Lacour Jean-Philippe, Bewley Anthony, Hammond Edward, Hansen Jes B, Horne Laura, Paul Carle, Reich Kristian, Seneschal Julien, De Simone Clara, Sohrt Anne, Augustin Matthias, Pellacani Giovanni
Department of Dermatology, Archet 2 Hospital, University Hospital of Nice, Nice, France.
Department of Dermatology, Barts Health NHS Trust, London, UK.
Dermatol Ther (Heidelb). 2020 Oct;10(5):1099-1109. doi: 10.1007/s13555-020-00428-1. Epub 2020 Aug 6.
Clinical trials have shown that psoriasis patients who achieve complete skin clearance are more likely to report no impairment in health-related quality of life (HRQoL) and no psoriasis symptoms versus patients who achieve almost complete skin clearance. However, real-world data are lacking. The objective of this study was to estimate the real-world proportion of moderate-to-severe psoriasis patients on biologic treatment who achieved a Psoriasis Symptom Inventory (PSI) total score of 0 (PSI 0; no symptoms) and a Dermatology Life Quality Index (DLQI) score of 0/1 (DLQI 0/1; no impact on HRQoL), and to study the relationship between patient-reported symptoms and HRQoL versus physician-reported psoriasis severity (Psoriasis Area and Severity Index [PASI]).
The PSO-BIO-REAL study was a multinational, prospective, real-world, non-interventional study that included patients aged ≥ 18 years with moderate-to-severe plaque psoriasis who had initiated biologic therapy (either biologic-naïve or had switched biologics [biologic-experienced]). Psoriasis symptoms were evaluated using the PSI, and HRQoL was assessed using the DLQI. Assessments were conducted at baseline and at 6 and 12 months after initiating biologic treatment. Associations between PSI and DLQI with PASI were evaluated using Spearman correlation coefficients. Post-hoc analyses evaluated individual PSI items and the association to PASI response, DLQI and PSI by index biologic.

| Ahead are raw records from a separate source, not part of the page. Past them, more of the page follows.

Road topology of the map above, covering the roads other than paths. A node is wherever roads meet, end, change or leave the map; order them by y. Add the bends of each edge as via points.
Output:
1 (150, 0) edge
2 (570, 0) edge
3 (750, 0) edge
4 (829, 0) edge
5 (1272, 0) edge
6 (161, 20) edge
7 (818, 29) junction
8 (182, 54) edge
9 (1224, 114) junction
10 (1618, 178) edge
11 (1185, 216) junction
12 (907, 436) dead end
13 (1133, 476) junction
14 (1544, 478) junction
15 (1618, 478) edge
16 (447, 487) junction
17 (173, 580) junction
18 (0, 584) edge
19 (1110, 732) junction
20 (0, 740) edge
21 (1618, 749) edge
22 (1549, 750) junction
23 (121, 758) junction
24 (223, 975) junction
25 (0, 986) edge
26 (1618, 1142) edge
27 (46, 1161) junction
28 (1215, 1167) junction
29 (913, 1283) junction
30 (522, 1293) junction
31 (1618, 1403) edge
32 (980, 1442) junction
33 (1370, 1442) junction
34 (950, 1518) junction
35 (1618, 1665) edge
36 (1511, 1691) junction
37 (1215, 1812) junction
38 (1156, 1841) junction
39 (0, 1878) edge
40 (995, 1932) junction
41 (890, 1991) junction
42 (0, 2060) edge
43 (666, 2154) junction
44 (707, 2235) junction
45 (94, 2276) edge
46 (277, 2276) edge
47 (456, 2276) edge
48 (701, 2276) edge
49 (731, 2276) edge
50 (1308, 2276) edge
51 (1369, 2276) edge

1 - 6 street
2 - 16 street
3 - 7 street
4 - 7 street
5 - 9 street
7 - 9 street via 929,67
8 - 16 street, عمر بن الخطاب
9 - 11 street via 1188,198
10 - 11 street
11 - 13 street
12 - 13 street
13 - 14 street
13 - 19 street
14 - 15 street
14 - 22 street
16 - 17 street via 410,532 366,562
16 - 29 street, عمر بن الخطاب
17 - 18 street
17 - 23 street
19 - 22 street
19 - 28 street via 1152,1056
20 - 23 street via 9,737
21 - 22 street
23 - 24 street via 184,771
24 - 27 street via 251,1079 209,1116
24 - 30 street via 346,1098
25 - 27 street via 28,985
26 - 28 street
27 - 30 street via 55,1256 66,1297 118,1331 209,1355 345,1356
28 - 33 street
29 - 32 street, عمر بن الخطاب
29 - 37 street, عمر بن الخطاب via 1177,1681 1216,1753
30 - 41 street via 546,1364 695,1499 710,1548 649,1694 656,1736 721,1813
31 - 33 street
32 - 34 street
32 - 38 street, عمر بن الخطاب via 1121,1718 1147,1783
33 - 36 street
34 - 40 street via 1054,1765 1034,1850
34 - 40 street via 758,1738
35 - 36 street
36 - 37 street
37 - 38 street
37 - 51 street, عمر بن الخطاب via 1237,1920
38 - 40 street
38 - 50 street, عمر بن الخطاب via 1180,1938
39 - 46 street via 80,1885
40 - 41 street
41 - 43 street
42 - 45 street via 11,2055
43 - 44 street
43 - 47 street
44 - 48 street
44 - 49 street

At 12 months, 25.5% of patients achieved PSI 0, and 51.2% achieved DLQI 0/1, with greater proportions achieving these scores among biologic-naïve than among biologic-experienced patients. There was a moderate-to-strong correlation between PSI and DLQI scores and PASI scores, with 64.8% of patients with absolute PASI 0 and 19.4% with absolute PASI > 0 ≤ 2 achieving PSI 0 (6 and 12 months pooled). Achievement of response varied by index biologic.
This study demonstrates that in a real-world setting patients' QoL improves with skin clearance. The results also demonstrate that the correlation between skin clearance and improvements in HRQoL (DLQI) and psoriasis symptoms (PSI) is not complete, which highlights the importance of considering both patient- and physician-reported outcomes in the assessment of psoriasis treatment outcomes.

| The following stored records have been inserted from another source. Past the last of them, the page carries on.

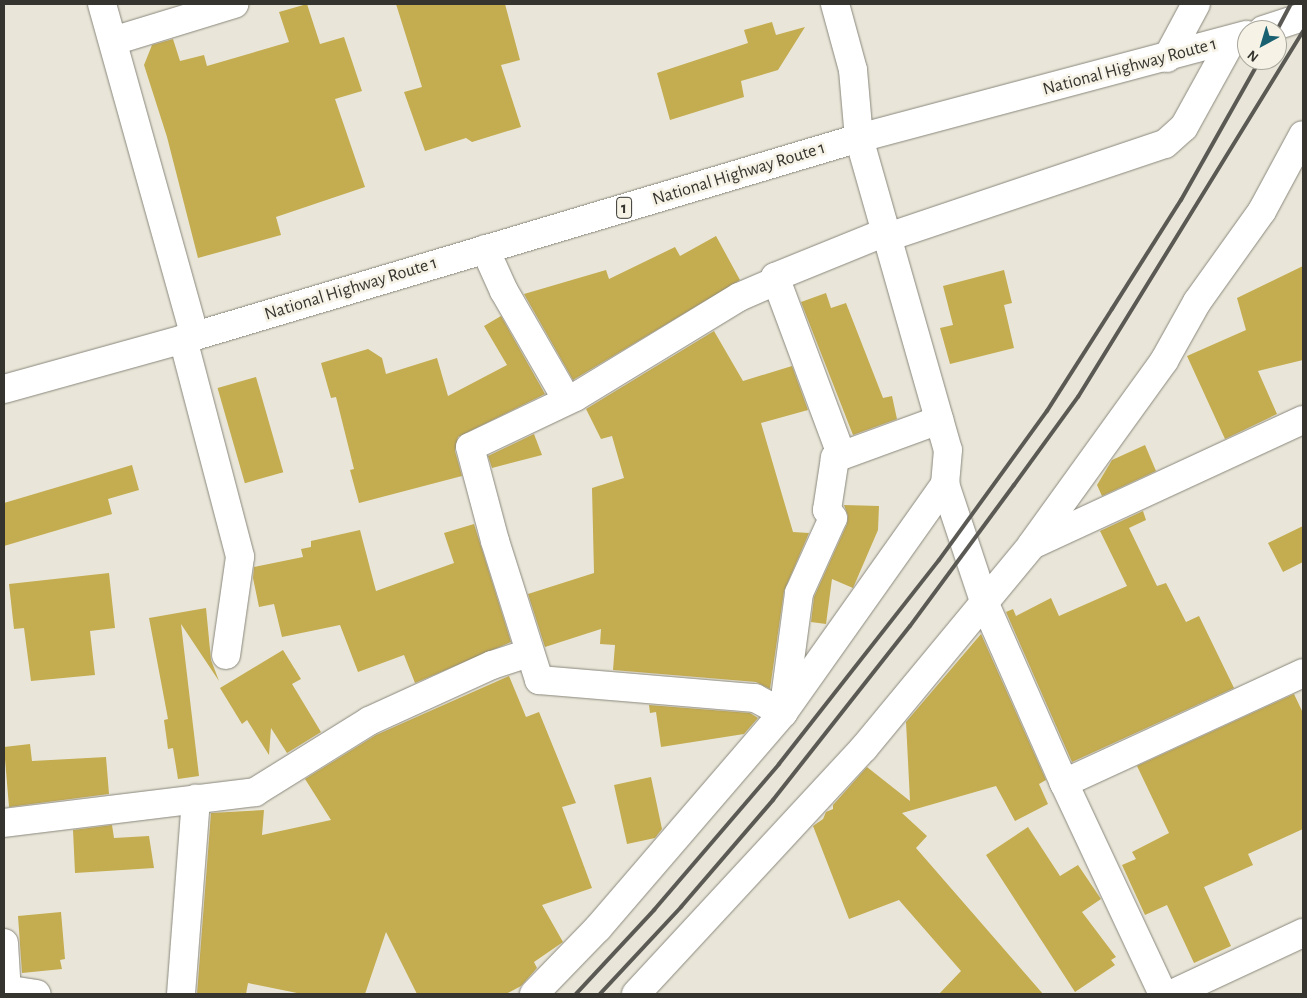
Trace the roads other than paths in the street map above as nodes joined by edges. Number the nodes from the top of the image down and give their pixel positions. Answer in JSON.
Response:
{"nodes":[{"id":1,"x":102,"y":4,"type":"edge"},
{"id":2,"x":234,"y":4,"type":"edge"},
{"id":3,"x":835,"y":4,"type":"edge"},
{"id":4,"x":1196,"y":4,"type":"edge"},
{"id":5,"x":1303,"y":17,"type":"edge"},
{"id":6,"x":1287,"y":22,"type":"edge"},
{"id":7,"x":1237,"y":39,"type":"edge"},
{"id":8,"x":113,"y":41,"type":"junction"},
{"id":9,"x":1237,"y":41,"type":"edge"},
{"id":10,"x":1167,"y":58,"type":"junction"},
{"id":11,"x":1303,"y":135,"type":"edge"},
{"id":12,"x":859,"y":138,"type":"junction"},
{"id":13,"x":887,"y":234,"type":"junction"},
{"id":14,"x":485,"y":249,"type":"junction"},
{"id":15,"x":776,"y":281,"type":"junction"},
{"id":16,"x":189,"y":338,"type":"junction"},
{"id":17,"x":4,"y":389,"type":"edge"},
{"id":18,"x":567,"y":400,"type":"junction"},
{"id":19,"x":940,"y":420,"type":"junction"},
{"id":20,"x":1303,"y":420,"type":"edge"},
{"id":21,"x":841,"y":454,"type":"junction"},
{"id":22,"x":945,"y":484,"type":"junction"},
{"id":23,"x":1032,"y":545,"type":"junction"},
{"id":24,"x":985,"y":604,"type":"junction"},
{"id":25,"x":528,"y":653,"type":"junction"},
{"id":26,"x":226,"y":655,"type":"dead end"},
{"id":27,"x":1303,"y":673,"type":"edge"},
{"id":28,"x":783,"y":713,"type":"junction"},
{"id":29,"x":1064,"y":783,"type":"junction"},
{"id":30,"x":196,"y":799,"type":"junction"},
{"id":31,"x":4,"y":823,"type":"edge"},
{"id":32,"x":1303,"y":933,"type":"edge"},
{"id":33,"x":4,"y":943,"type":"edge"},
{"id":34,"x":6,"y":991,"type":"edge"},
{"id":35,"x":37,"y":994,"type":"edge"},
{"id":36,"x":181,"y":994,"type":"edge"},
{"id":37,"x":534,"y":994,"type":"edge"},
{"id":38,"x":636,"y":994,"type":"edge"},
{"id":39,"x":1163,"y":994,"type":"edge"},
{"id":40,"x":1172,"y":994,"type":"edge"}],
"edges":[{"from":1,"to":8,"type":"main road"},
{"from":2,"to":8,"type":"main road"},
{"from":3,"to":12,"type":"main road"},
{"from":4,"to":10,"type":"main road"},
{"from":5,"to":6,"type":"main road"},
{"from":7,"to":10,"type":"main road","name":"National Highway Route 1","number":"1"},
{"from":8,"to":16,"type":"main road"},
{"from":9,"to":13,"type":"main road"},
{"from":10,"to":12,"type":"main road","name":"National Highway Route 1","number":"1"},
{"from":11,"to":23,"type":"main road"},
{"from":12,"to":13,"type":"main road"},
{"from":12,"to":14,"type":"main road","name":"National Highway Route 1","number":"1"},
{"from":13,"to":15,"type":"main road"},
{"from":13,"to":19,"type":"main road"},
{"from":14,"to":16,"type":"main road","name":"National Highway Route 1","number":"1"},
{"from":14,"to":18,"type":"main road"},
{"from":15,"to":18,"type":"main road"},
{"from":15,"to":21,"type":"main road"},
{"from":16,"to":17,"type":"main road","name":"National Highway Route 1","number":"1"},
{"from":16,"to":26,"type":"main road"},
{"from":18,"to":25,"type":"main road"},
{"from":19,"to":21,"type":"main road"},
{"from":19,"to":22,"type":"main road"},
{"from":20,"to":23,"type":"main road"},
{"from":21,"to":28,"type":"main road"},
{"from":22,"to":24,"type":"main road"},
{"from":22,"to":28,"type":"main road"},
{"from":23,"to":24,"type":"main road"},
{"from":24,"to":29,"type":"main road"},
{"from":24,"to":38,"type":"main road"},
{"from":25,"to":28,"type":"main road"},
{"from":25,"to":30,"type":"main road"},
{"from":27,"to":29,"type":"main road"},
{"from":28,"to":37,"type":"main road"},
{"from":29,"to":39,"type":"main road"},
{"from":30,"to":31,"type":"main road"},
{"from":30,"to":36,"type":"main road"},
{"from":32,"to":40,"type":"main road"},
{"from":33,"to":34,"type":"main road"},
{"from":34,"to":35,"type":"main road"}]}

临床试验表明,与几乎实现皮肤完全清除的银屑病患者相比,实现皮肤完全清除的银屑病患者更有可能报告其健康相关生活质量(HRQoL)未受损害且无银屑病症状。然而,缺乏真实世界的数据。本研究的目的是估计接受生物治疗的中度至重度银屑病患者在现实世界中达到银屑病症状量表(PSI)总分0(PSI 0;无症状)和皮肤病生活质量指数(DLQI)评分0/1(DLQI 0/1;对HRQoL无影响)的比例,并研究患者报告的症状与HRQoL之间以及与医生报告的银屑病严重程度(银屑病面积和严重程度指数[PASI])之间的关系。

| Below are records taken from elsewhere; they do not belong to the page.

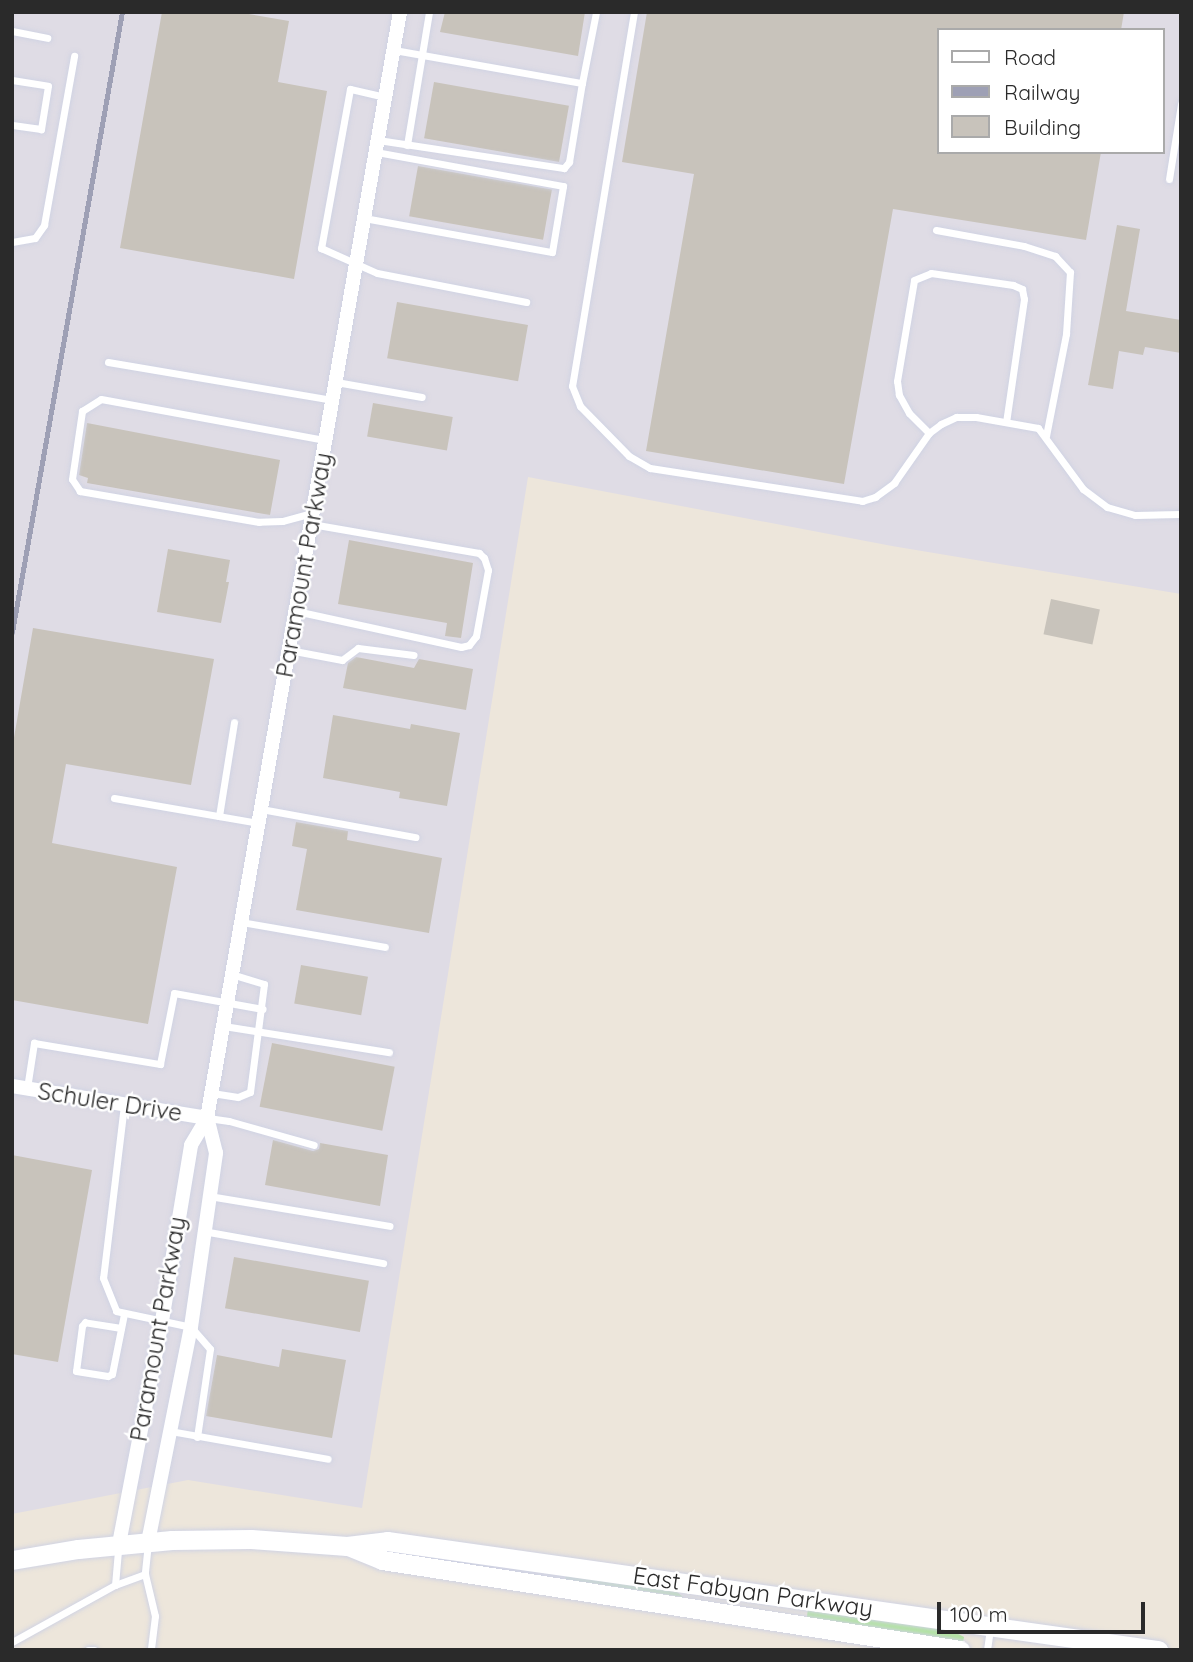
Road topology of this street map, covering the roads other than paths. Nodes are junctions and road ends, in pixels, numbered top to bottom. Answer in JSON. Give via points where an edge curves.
{"nodes":[{"id":1,"x":400,"y":12,"type":"edge"},
{"id":2,"x":429,"y":12,"type":"edge"},
{"id":3,"x":596,"y":12,"type":"edge"},
{"id":4,"x":634,"y":12,"type":"edge"},
{"id":5,"x":12,"y":31,"type":"edge"},
{"id":6,"x":47,"y":38,"type":"dead end"},
{"id":7,"x":393,"y":50,"type":"junction"},
{"id":8,"x":423,"y":55,"type":"junction"},
{"id":9,"x":74,"y":56,"type":"dead end"},
{"id":10,"x":12,"y":80,"type":"edge"},
{"id":11,"x":582,"y":83,"type":"junction"},
{"id":12,"x":385,"y":97,"type":"junction"},
{"id":13,"x":1181,"y":104,"type":"edge"},
{"id":14,"x":12,"y":125,"type":"edge"},
{"id":15,"x":407,"y":145,"type":"junction"},
{"id":16,"x":377,"y":146,"type":"junction"},
{"id":17,"x":1169,"y":179,"type":"dead end"},
{"id":18,"x":364,"y":218,"type":"junction"},
{"id":19,"x":936,"y":230,"type":"dead end"},
{"id":20,"x":12,"y":242,"type":"edge"},
{"id":21,"x":357,"y":262,"type":"junction"},
{"id":22,"x":526,"y":302,"type":"dead end"},
{"id":23,"x":108,"y":362,"type":"dead end"},
{"id":24,"x":336,"y":382,"type":"junction"},
{"id":25,"x":422,"y":397,"type":"dead end"},
{"id":26,"x":333,"y":400,"type":"junction"},
{"id":27,"x":1006,"y":422,"type":"junction"},
{"id":28,"x":929,"y":433,"type":"junction"},
{"id":29,"x":1045,"y":436,"type":"junction"},
{"id":30,"x":326,"y":440,"type":"junction"},
{"id":31,"x":1181,"y":514,"type":"edge"},
{"id":32,"x":312,"y":519,"type":"junction"},
{"id":33,"x":296,"y":611,"type":"junction"},
{"id":34,"x":289,"y":650,"type":"junction"},
{"id":35,"x":414,"y":655,"type":"dead end"},
{"id":36,"x":234,"y":722,"type":"dead end"},
{"id":37,"x":114,"y":798,"type":"dead end"},
{"id":38,"x":219,"y":816,"type":"junction"},
{"id":39,"x":260,"y":816,"type":"junction"},
{"id":40,"x":415,"y":837,"type":"dead end"},
{"id":41,"x":242,"y":922,"type":"junction"},
{"id":42,"x":385,"y":947,"type":"dead end"},
{"id":43,"x":232,"y":974,"type":"junction"},
{"id":44,"x":228,"y":1002,"type":"junction"},
{"id":45,"x":262,"y":1009,"type":"junction"},
{"id":46,"x":223,"y":1026,"type":"junction"},
{"id":47,"x":259,"y":1032,"type":"junction"},
{"id":48,"x":389,"y":1052,"type":"dead end"},
{"id":49,"x":12,"y":1086,"type":"edge"},
{"id":50,"x":27,"y":1088,"type":"junction"},
{"id":51,"x":212,"y":1093,"type":"junction"},
{"id":52,"x":124,"y":1105,"type":"junction"},
{"id":53,"x":207,"y":1118,"type":"junction"},
{"id":54,"x":314,"y":1145,"type":"dead end"},
{"id":55,"x":208,"y":1196,"type":"junction"},
{"id":56,"x":390,"y":1226,"type":"dead end"},
{"id":57,"x":203,"y":1231,"type":"junction"},
{"id":58,"x":383,"y":1262,"type":"dead end"},
{"id":59,"x":124,"y":1314,"type":"junction"},
{"id":60,"x":162,"y":1321,"type":"junction"},
{"id":61,"x":191,"y":1327,"type":"junction"},
{"id":62,"x":121,"y":1328,"type":"junction"},
{"id":63,"x":170,"y":1431,"type":"junction"},
{"id":64,"x":197,"y":1437,"type":"junction"},
{"id":65,"x":328,"y":1459,"type":"dead end"},
{"id":66,"x":148,"y":1542,"type":"junction"},
{"id":67,"x":119,"y":1544,"type":"junction"},
{"id":68,"x":347,"y":1546,"type":"junction"},
{"id":69,"x":12,"y":1560,"type":"edge"},
{"id":70,"x":145,"y":1574,"type":"junction"},
{"id":71,"x":115,"y":1585,"type":"junction"},
{"id":72,"x":991,"y":1625,"type":"junction"},
{"id":73,"x":12,"y":1642,"type":"edge"},
{"id":74,"x":88,"y":1650,"type":"edge"},
{"id":75,"x":94,"y":1650,"type":"edge"},
{"id":76,"x":151,"y":1650,"type":"edge"},
{"id":77,"x":960,"y":1650,"type":"edge"},
{"id":78,"x":987,"y":1650,"type":"edge"},
{"id":79,"x":1158,"y":1650,"type":"edge"}],
"edges":[{"from":1,"to":7,"type":"street","name":"Paramount Parkway"},
{"from":2,"to":8,"type":"lane"},
{"from":3,"to":11,"type":"lane"},
{"from":4,"to":28,"type":"lane","via":[[572,387],[580,406],[642,465],[844,500],[869,499],[884,491]]},
{"from":5,"to":6,"type":"lane"},
{"from":7,"to":8,"type":"lane"},
{"from":7,"to":12,"type":"street","name":"Paramount Parkway"},
{"from":8,"to":11,"type":"lane"},
{"from":8,"to":15,"type":"lane"},
{"from":9,"to":20,"type":"lane","via":[[44,225],[35,238]]},
{"from":10,"to":14,"type":"lane","via":[[48,86],[41,130]]},
{"from":11,"to":15,"type":"lane","via":[[564,169]]},
{"from":12,"to":16,"type":"street","name":"Paramount Parkway"},
{"from":12,"to":21,"type":"lane","via":[[350,89],[332,182],[321,248]]},
{"from":13,"to":17,"type":"lane"},
{"from":15,"to":16,"type":"lane"},
{"from":16,"to":18,"type":"street","name":"Paramount Parkway"},
{"from":16,"to":18,"type":"lane","via":[[563,186],[552,252]]},
{"from":18,"to":21,"type":"street","name":"Paramount Parkway"},
{"from":19,"to":29,"type":"lane","via":[[1024,246],[1055,256],[1070,272],[1066,334]]},
{"from":21,"to":22,"type":"lane","via":[[377,273]]},
{"from":21,"to":24,"type":"street","name":"Paramount Parkway"},
{"from":23,"to":26,"type":"lane"},
{"from":24,"to":25,"type":"lane"},
{"from":24,"to":26,"type":"street","name":"Paramount Parkway"},
{"from":26,"to":30,"type":"street","name":"Paramount Parkway"},
{"from":27,"to":28,"type":"lane","via":[[956,417]]},
{"from":27,"to":28,"type":"lane","via":[[1022,289],[931,273],[914,280],[897,382],[909,413]]},
{"from":27,"to":29,"type":"lane","via":[[1038,428]]},
{"from":29,"to":31,"type":"lane","via":[[1083,489],[1107,507],[1135,515]]},
{"from":30,"to":32,"type":"street","name":"Paramount Parkway"},
{"from":30,"to":32,"type":"lane","via":[[101,399],[82,411],[72,478],[80,491],[259,522]]},
{"from":32,"to":33,"type":"street","name":"Paramount Parkway"},
{"from":32,"to":33,"type":"lane","via":[[479,553],[488,570],[484,596],[477,636],[461,647]]},
{"from":33,"to":34,"type":"street","name":"Paramount Parkway"},
{"from":34,"to":35,"type":"lane","via":[[342,660],[358,648]]},
{"from":34,"to":39,"type":"street","name":"Paramount Parkway"},
{"from":36,"to":38,"type":"lane"},
{"from":37,"to":38,"type":"lane"},
{"from":38,"to":39,"type":"lane"},
{"from":39,"to":40,"type":"lane"},
{"from":39,"to":41,"type":"street","name":"Paramount Parkway"},
{"from":41,"to":42,"type":"lane"},
{"from":41,"to":43,"type":"street","name":"Paramount Parkway"},
{"from":43,"to":44,"type":"street","name":"Paramount Parkway"},
{"from":43,"to":45,"type":"lane","via":[[264,984]]},
{"from":44,"to":45,"type":"lane"},
{"from":44,"to":46,"type":"street","name":"Paramount Parkway"},
{"from":44,"to":50,"type":"lane","via":[[173,993],[160,1064],[34,1043]]},
{"from":45,"to":47,"type":"lane"},
{"from":46,"to":47,"type":"lane"},
{"from":46,"to":51,"type":"street","name":"Paramount Parkway"},
{"from":47,"to":48,"type":"lane"},
{"from":47,"to":51,"type":"lane","via":[[250,1092],[238,1097]]},
{"from":49,"to":50,"type":"street","name":"Schuler Drive"},
{"from":50,"to":52,"type":"street","name":"Schuler Drive"},
{"from":51,"to":53,"type":"street","name":"Paramount Parkway"},
{"from":52,"to":53,"type":"street","name":"Schuler Drive"},
{"from":52,"to":59,"type":"lane","via":[[103,1278],[116,1311]]},
{"from":53,"to":54,"type":"lane"},
{"from":53,"to":55,"type":"street","name":"Paramount Parkway","via":[[216,1153]]},
{"from":53,"to":60,"type":"street","name":"Paramount Parkway","via":[[191,1145]]},
{"from":55,"to":56,"type":"lane"},
{"from":55,"to":57,"type":"street","name":"Paramount Parkway"},
{"from":57,"to":58,"type":"lane"},
{"from":57,"to":61,"type":"street","name":"Paramount Parkway"},
{"from":59,"to":60,"type":"lane"},
{"from":59,"to":62,"type":"lane"},
{"from":60,"to":61,"type":"lane"},
{"from":60,"to":67,"type":"street","name":"Paramount Parkway"},
{"from":61,"to":63,"type":"street","name":"Paramount Parkway"},
{"from":61,"to":64,"type":"lane","via":[[210,1349]]},
{"from":62,"to":62,"type":"lane","via":[[112,1374],[76,1371],[85,1322]]},
{"from":63,"to":64,"type":"lane"},
{"from":63,"to":66,"type":"street","name":"Paramount Parkway"},
{"from":64,"to":65,"type":"lane"},
{"from":66,"to":67,"type":"main road","name":"East Fabyan Parkway"},
{"from":66,"to":68,"type":"main road","name":"East Fabyan Parkway","via":[[251,1539]]},
{"from":66,"to":70,"type":"lane"},
{"from":67,"to":69,"type":"main road","name":"East Fabyan Parkway"},
{"from":67,"to":71,"type":"lane"},
{"from":68,"to":72,"type":"main road","name":"East Fabyan Parkway","via":[[387,1541]]},
{"from":68,"to":77,"type":"main road","name":"East Fabyan Parkway","via":[[382,1560]]},
{"from":70,"to":71,"type":"lane"},
{"from":70,"to":76,"type":"lane","via":[[155,1616]]},
{"from":71,"to":73,"type":"lane"},
{"from":72,"to":78,"type":"lane"},
{"from":72,"to":79,"type":"main road","name":"East Fabyan Parkway"},
{"from":74,"to":75,"type":"lane"}]}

PSO-BIO-REAL研究是一项多国、前瞻性、现实世界、非干预性研究,纳入了年龄≥18岁、患有中度至重度斑块状银屑病且已开始生物治疗(初治生物制剂或已转换生物制剂[有生物制剂治疗经验])的患者。使用PSI评估银屑病症状,使用DLQI评估HRQoL。在基线以及开始生物治疗后的6个月和12个月进行评估。使用Spearman相关系数评估PSI和DLQI与PASI之间的关联。事后分析评估了各个PSI项目以及按索引生物制剂划分的与PASI反应、DLQI和PSI的关联。
在12个月时,25.5%的患者达到PSI 0,51.2%的患者达到DLQI 0/1,初治生物制剂的患者中达到这些分数的比例高于有生物制剂治疗经验的患者。PSI和DLQI评分与PASI评分之间存在中度至强相关性,在绝对PASI为0的患者中,64.8%在6个月和12个月合并时达到PSI 0,在绝对PASI>0≤2的患者中,19.4%达到PSI 0。达到反应的情况因索引生物制剂而异。
本研究表明,在现实世界中,患者的生活质量随着皮肤清除而改善。结果还表明,皮肤清除与HRQoL(DLQI)改善和银屑病症状(PSI)改善之间的相关性并不完全,这突出了在评估银屑病治疗结果时同时考虑患者报告和医生报告结果的重要性。